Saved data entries

BEGIN

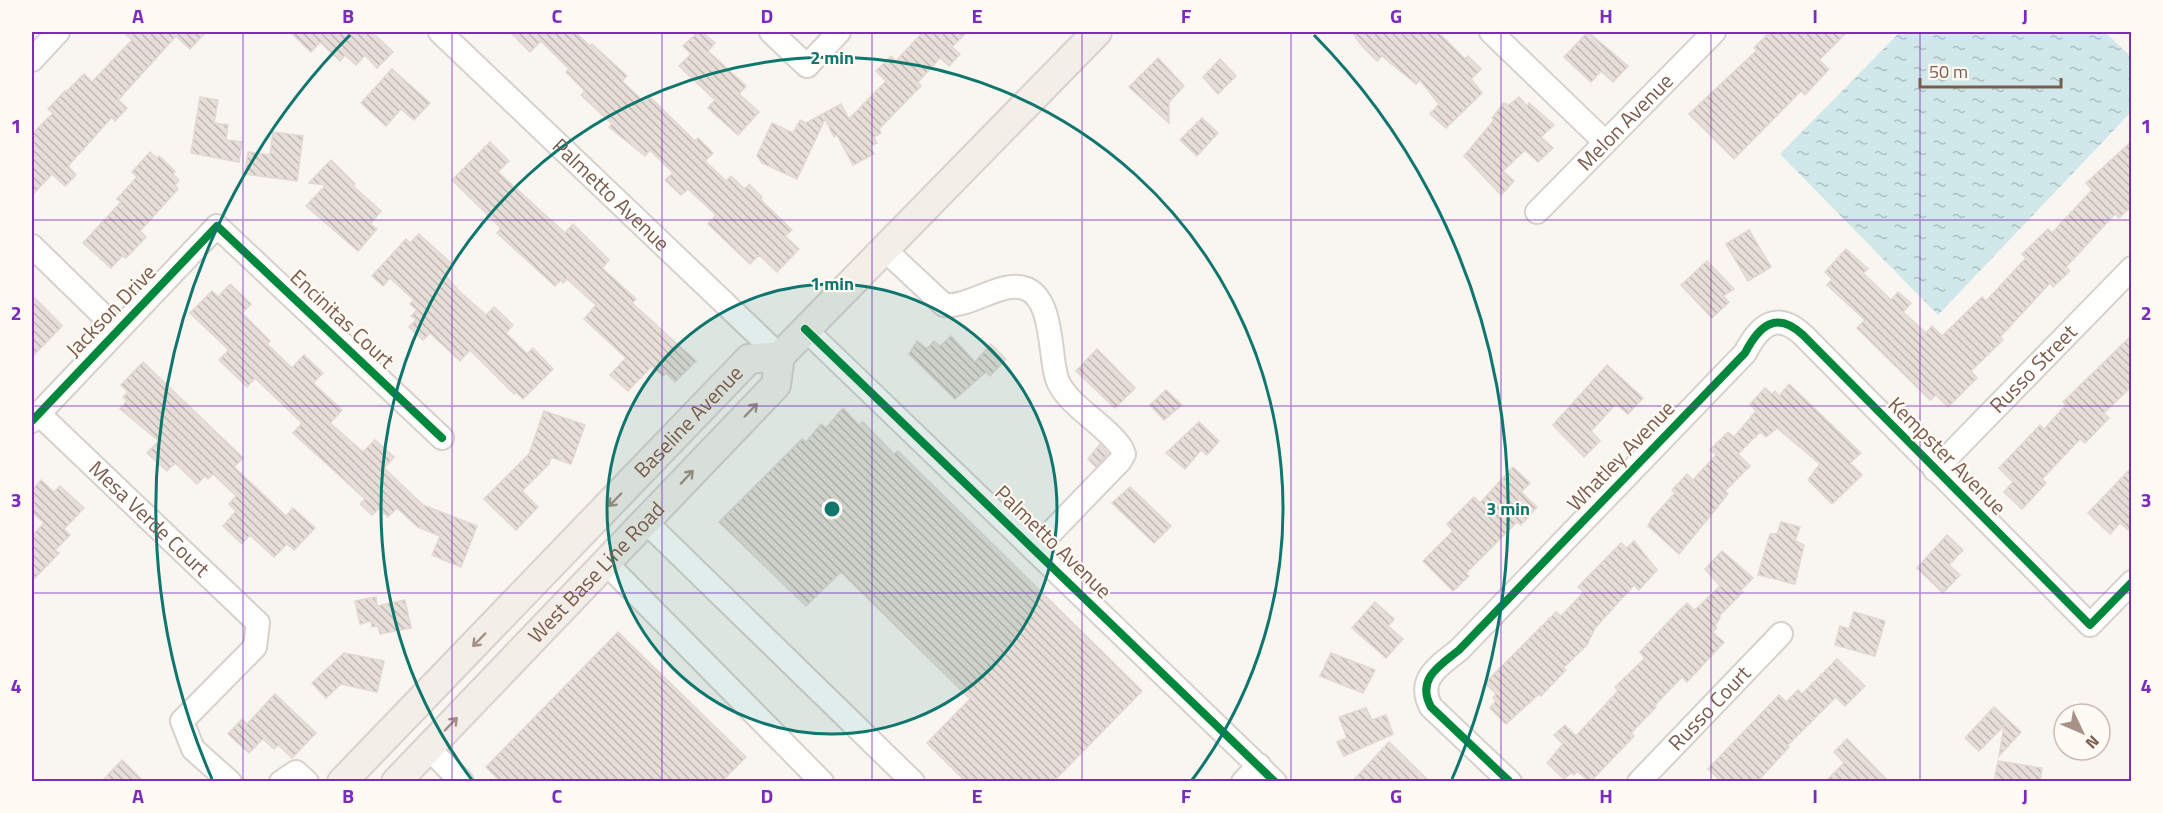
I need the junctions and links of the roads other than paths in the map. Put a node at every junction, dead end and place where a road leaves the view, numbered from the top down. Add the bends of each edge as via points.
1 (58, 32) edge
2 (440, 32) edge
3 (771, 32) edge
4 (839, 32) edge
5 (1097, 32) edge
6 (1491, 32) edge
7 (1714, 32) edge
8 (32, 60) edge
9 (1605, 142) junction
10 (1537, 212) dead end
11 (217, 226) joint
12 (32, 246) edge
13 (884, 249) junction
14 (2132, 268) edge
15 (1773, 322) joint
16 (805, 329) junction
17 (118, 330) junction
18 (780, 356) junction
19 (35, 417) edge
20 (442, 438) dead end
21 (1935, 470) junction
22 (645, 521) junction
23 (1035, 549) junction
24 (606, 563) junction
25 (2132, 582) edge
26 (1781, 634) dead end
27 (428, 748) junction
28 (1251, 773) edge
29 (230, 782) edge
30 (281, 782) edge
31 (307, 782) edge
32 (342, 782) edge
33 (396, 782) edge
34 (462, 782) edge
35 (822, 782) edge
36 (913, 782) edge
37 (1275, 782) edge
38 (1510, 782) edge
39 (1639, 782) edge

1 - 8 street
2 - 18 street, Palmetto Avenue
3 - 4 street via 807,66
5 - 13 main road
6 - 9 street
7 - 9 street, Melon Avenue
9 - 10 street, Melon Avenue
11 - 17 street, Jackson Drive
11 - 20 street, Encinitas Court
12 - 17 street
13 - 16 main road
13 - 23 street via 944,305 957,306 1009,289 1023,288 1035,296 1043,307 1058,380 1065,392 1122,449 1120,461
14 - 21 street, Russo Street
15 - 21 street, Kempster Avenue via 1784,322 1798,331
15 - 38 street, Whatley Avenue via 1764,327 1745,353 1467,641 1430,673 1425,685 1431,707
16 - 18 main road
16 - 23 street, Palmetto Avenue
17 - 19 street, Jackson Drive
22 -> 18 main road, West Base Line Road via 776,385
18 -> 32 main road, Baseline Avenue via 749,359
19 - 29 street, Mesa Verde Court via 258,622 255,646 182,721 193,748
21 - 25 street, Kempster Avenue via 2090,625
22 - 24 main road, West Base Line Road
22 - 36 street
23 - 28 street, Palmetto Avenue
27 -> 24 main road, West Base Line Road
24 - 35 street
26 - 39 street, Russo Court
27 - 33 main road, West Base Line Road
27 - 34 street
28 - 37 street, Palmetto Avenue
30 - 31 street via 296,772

END

**WORK INSTRUCTIONS**
All of the entries above should be copied exactly, except for the pictures.

**OUTPUT BELOW**
I need the junctions and links of the roads other than paths in the map. Put a node at every junction, dead end and place where a road leaves the view, numbered from the top down. Add the bends of each edge as via points.
1 (58, 32) edge
2 (440, 32) edge
3 (771, 32) edge
4 (839, 32) edge
5 (1097, 32) edge
6 (1491, 32) edge
7 (1714, 32) edge
8 (32, 60) edge
9 (1605, 142) junction
10 (1537, 212) dead end
11 (217, 226) joint
12 (32, 246) edge
13 (884, 249) junction
14 (2132, 268) edge
15 (1773, 322) joint
16 (805, 329) junction
17 (118, 330) junction
18 (780, 356) junction
19 (35, 417) edge
20 (442, 438) dead end
21 (1935, 470) junction
22 (645, 521) junction
23 (1035, 549) junction
24 (606, 563) junction
25 (2132, 582) edge
26 (1781, 634) dead end
27 (428, 748) junction
28 (1251, 773) edge
29 (230, 782) edge
30 (281, 782) edge
31 (307, 782) edge
32 (342, 782) edge
33 (396, 782) edge
34 (462, 782) edge
35 (822, 782) edge
36 (913, 782) edge
37 (1275, 782) edge
38 (1510, 782) edge
39 (1639, 782) edge

1 - 8 street
2 - 18 street, Palmetto Avenue
3 - 4 street via 807,66
5 - 13 main road
6 - 9 street
7 - 9 street, Melon Avenue
9 - 10 street, Melon Avenue
11 - 17 street, Jackson Drive
11 - 20 street, Encinitas Court
12 - 17 street
13 - 16 main road
13 - 23 street via 944,305 957,306 1009,289 1023,288 1035,296 1043,307 1058,380 1065,392 1122,449 1120,461
14 - 21 street, Russo Street
15 - 21 street, Kempster Avenue via 1784,322 1798,331
15 - 38 street, Whatley Avenue via 1764,327 1745,353 1467,641 1430,673 1425,685 1431,707
16 - 18 main road
16 - 23 street, Palmetto Avenue
17 - 19 street, Jackson Drive
22 -> 18 main road, West Base Line Road via 776,385
18 -> 32 main road, Baseline Avenue via 749,359
19 - 29 street, Mesa Verde Court via 258,622 255,646 182,721 193,748
21 - 25 street, Kempster Avenue via 2090,625
22 - 24 main road, West Base Line Road
22 - 36 street
23 - 28 street, Palmetto Avenue
27 -> 24 main road, West Base Line Road
24 - 35 street
26 - 39 street, Russo Court
27 - 33 main road, West Base Line Road
27 - 34 street
28 - 37 street, Palmetto Avenue
30 - 31 street via 296,772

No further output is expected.